Friday, January 20, 2006

Pay Me Later: Inside Debt and its Role in Managerial Compensation by Rangarajan Sundaram, David Yermack

Gee, why hadn't I thought of that?! This is a cool one!

SSRN-Pay Me Later: Inside Debt and its Role in Managerial Compensation by Rangarajan Sundaram, David Yermack:
"CEOs with high debt-based incentives manage their firms conservatively to reduce default risk; and that pension plan compensation strongly influences patterns of CEO turnover and CEO cash compensation."
The authors make an inmportant contribution by pointing out the obvious: namely that CEOs get pain in ways other than cash and equity. This is a fact that has largely been overlooked by researchers (at least partially due to data availability). From the paper:
"a vast academic literature has emerged on executive compensation. A predominant focus of this literature has been equity-based compensation, paid in the form of restricted stock, stock options, and other instruments whose value is tied to future equity returns"

"Overlooked almost entirely is the widespread practice of paying top managers with debt."

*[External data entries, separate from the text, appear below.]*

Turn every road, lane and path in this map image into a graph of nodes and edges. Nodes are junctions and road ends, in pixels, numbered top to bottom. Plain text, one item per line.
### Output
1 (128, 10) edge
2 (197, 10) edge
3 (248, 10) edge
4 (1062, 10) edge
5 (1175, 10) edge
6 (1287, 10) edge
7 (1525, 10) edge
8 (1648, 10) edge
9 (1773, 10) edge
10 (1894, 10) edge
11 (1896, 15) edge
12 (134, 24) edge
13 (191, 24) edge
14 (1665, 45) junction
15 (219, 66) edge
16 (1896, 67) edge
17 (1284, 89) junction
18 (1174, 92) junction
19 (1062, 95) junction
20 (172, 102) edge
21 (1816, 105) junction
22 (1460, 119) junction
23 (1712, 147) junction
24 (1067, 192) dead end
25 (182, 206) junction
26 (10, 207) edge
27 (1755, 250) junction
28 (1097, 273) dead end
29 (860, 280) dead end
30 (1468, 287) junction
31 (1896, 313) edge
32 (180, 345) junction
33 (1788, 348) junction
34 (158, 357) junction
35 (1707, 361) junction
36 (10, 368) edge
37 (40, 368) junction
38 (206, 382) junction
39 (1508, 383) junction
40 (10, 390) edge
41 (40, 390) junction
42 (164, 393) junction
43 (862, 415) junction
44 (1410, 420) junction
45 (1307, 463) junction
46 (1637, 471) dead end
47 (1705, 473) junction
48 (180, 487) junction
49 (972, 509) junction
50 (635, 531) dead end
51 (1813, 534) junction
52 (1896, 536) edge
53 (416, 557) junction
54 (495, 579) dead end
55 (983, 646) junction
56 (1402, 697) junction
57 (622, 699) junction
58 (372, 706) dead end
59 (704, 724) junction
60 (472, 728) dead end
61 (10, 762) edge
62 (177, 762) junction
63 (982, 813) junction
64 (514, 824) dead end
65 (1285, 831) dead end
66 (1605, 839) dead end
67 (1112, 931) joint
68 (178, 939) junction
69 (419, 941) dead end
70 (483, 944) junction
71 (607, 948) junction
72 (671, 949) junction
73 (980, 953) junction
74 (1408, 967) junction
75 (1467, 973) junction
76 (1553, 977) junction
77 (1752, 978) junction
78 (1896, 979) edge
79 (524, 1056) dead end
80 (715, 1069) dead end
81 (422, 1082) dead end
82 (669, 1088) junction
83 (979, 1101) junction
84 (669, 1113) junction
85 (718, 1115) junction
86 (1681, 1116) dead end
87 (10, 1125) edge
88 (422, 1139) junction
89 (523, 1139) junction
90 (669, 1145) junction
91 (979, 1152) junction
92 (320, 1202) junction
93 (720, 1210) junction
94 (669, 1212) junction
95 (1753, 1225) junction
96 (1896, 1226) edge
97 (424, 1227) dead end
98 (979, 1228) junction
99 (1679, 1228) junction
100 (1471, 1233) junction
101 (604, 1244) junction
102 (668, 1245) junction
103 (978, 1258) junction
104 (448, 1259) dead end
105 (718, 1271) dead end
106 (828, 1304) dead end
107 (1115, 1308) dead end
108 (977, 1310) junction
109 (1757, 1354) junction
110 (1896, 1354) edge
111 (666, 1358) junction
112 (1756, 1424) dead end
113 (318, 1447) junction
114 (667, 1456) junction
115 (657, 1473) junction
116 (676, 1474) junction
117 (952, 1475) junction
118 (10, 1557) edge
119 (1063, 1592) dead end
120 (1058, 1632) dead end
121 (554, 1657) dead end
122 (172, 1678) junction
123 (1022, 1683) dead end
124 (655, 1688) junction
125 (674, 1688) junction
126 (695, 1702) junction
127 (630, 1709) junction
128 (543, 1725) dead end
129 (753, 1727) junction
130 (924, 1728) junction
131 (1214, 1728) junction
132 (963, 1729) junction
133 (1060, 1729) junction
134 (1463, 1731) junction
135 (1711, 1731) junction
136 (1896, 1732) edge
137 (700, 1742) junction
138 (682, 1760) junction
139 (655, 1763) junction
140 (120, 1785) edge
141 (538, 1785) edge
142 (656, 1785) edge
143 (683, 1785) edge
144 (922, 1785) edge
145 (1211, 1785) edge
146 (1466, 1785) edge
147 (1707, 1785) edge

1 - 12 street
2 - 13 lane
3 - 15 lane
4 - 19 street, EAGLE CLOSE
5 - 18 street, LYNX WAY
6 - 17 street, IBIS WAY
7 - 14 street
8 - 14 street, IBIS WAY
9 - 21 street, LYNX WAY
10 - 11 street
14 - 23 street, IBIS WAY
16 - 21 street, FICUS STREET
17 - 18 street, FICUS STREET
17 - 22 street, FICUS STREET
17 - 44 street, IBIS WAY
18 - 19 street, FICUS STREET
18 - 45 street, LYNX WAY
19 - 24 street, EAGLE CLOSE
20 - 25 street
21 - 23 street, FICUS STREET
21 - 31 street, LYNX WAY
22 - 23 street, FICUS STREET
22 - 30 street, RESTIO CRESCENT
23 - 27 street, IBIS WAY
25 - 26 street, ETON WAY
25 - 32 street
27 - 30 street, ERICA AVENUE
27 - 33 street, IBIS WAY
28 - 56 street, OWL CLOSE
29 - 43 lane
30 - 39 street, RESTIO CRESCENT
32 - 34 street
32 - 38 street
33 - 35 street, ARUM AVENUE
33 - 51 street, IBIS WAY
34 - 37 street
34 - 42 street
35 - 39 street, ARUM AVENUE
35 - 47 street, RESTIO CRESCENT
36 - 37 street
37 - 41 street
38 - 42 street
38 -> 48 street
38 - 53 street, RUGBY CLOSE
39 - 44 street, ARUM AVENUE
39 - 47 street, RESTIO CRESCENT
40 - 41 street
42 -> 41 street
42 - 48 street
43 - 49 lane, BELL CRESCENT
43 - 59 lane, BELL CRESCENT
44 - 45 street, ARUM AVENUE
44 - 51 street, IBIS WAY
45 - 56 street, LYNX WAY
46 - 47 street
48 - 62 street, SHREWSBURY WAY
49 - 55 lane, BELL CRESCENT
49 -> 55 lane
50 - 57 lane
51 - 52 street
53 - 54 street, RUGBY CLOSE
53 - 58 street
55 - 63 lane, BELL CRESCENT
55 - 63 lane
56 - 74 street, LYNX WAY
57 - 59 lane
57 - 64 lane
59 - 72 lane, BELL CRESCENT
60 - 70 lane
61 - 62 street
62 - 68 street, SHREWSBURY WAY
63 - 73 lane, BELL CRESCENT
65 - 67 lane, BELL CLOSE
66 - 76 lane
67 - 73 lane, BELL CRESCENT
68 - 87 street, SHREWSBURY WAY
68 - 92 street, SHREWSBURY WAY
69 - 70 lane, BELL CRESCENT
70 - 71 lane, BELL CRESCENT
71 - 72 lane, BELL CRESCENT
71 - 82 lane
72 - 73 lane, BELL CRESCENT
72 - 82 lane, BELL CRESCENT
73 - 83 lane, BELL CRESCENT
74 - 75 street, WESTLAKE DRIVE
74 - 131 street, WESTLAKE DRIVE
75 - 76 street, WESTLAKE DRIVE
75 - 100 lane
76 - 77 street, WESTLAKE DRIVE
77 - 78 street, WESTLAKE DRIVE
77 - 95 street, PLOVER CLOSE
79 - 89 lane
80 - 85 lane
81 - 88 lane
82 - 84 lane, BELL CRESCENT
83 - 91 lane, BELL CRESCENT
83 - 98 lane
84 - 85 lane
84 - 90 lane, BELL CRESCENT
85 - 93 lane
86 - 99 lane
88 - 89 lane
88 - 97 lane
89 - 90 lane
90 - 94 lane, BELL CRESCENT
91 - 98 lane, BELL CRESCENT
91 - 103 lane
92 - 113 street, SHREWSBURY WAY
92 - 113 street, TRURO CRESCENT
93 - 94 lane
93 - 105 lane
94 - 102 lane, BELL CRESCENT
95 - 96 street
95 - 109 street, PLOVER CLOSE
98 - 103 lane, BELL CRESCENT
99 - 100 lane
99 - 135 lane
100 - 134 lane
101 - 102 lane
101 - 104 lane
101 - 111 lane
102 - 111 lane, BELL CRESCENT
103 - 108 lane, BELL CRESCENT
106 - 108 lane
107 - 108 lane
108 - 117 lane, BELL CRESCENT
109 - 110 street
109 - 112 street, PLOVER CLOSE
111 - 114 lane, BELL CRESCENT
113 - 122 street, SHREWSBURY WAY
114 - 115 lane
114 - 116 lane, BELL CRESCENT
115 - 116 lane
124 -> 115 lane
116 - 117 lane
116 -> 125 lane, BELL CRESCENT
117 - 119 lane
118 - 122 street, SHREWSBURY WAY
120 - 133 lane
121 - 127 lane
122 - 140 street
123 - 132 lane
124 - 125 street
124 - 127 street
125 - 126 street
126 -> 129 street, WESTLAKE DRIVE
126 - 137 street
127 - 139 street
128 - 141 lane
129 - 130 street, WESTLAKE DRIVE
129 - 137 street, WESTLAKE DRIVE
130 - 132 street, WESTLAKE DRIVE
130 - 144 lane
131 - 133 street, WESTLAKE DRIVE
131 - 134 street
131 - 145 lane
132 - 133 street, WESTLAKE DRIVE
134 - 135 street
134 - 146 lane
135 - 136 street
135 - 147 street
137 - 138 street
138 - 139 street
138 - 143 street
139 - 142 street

CEO pay is rarely in the form of traditional market-based debt but several forms of pay (specifically pensions and long term deferred compensatation contracts) have the same characteristics as debt. In Jensen and Meckling terms this 'inside debt" is hypothesized to affect the incentives of the CEOs.

After a case study showing how deferred compenstaion and pension benefits were important in the Jack Welch/GE world, the authors show that this "inside debt" does make up a large portion of CEO pay and that this is more important as CEOs near retirement.

Using large firms (237 forms from teh Fortune 500 of 2002) the authors report the expected; debt does change behavior with managers becoming more risk averse.
(Rememeber if we assume managers are people and people respond to changes in incentives, then managers respond to incentives. So while important, the findings should not be seen as surprising.)
"As CEO pension values increase relative to their equity values, risk-taking as measured by distance-to default declines."
Good (and important) stuff! I^3!!!

Sundaram, Rangarajan K. and Yermack, David, "Pay Me Later: Inside Debt and its Role in Managerial Compensation" (May 16, 2005). NYU, Law and Economics Research Paper No. 05-08; AFA 2006 Boston Meetings Paper.